Credit: Femke De Jong


Stefan Collini is master of the subtle and sophisticated extended essay. For the past 20 years or so he has been turning his scrupulous intelligence to the so-called crisis in the humanities and to the state of our universities, criticising the rise of reductionist consumerism. I had hoped to engage with his arguments in a speech at a conference in Cambridge last autumn that he attended, but I was shouted down by students chanting that they were not consumers: it was an unhappy episode that showed that in academia, as in politics, one can be embarrassed by one's allies as much as by one's critics.

His latest book, What Are Universities For?, is a sophisticated account of the university as a very special form of institution. He rightly argues that universities are not, for example, badly run businesses.
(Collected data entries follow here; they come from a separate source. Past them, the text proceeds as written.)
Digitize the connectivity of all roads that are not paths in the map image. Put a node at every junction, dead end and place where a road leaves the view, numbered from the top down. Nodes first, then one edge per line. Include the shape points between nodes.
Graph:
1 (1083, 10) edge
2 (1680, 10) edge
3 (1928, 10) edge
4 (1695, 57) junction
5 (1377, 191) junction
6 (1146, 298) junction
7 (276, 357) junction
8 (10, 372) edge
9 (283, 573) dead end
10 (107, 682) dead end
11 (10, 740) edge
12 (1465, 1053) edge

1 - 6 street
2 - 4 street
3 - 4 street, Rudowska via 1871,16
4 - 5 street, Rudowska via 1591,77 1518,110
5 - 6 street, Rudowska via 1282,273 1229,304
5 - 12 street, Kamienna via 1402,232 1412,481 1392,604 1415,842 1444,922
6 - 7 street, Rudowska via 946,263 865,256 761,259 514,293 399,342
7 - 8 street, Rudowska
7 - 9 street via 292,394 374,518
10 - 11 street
There is a brilliant riff on the so-called real world. Alongside this argument there is a persuasive case for the humanities as a distinct form of intellectual enquiry that is worthwhile in itself. And behind all this is a plea not to reduce these institutions and activities to mere economic calculation, but to recognise their distinctive public value.

I agree with all these propositions and am always grateful to Collini for reminding us of these important truths. But I simply do not recognise his attempt to apply these wider propositions to higher education policy today. This rests on three key assertions.

First, he writes of an assault on the humanities. There is no such assault. The loss of all teaching grant for band D subjects is cited as evidence of particular malevolence towards these disciplines: it is not. The system of banding subjects is based on calculations of their costs, not judgements of their value. The higher fees more than compensate for the loss of band D funding. Many humanities courses will see increases in teaching funding this autumn. And when it comes to research, the so-called science ring-fence quite rightly includes humanities and social sciences as well. In allocating funds between the different research councils, I have followed the clear advice of the research community against any shift in the balance of funding between disciplines.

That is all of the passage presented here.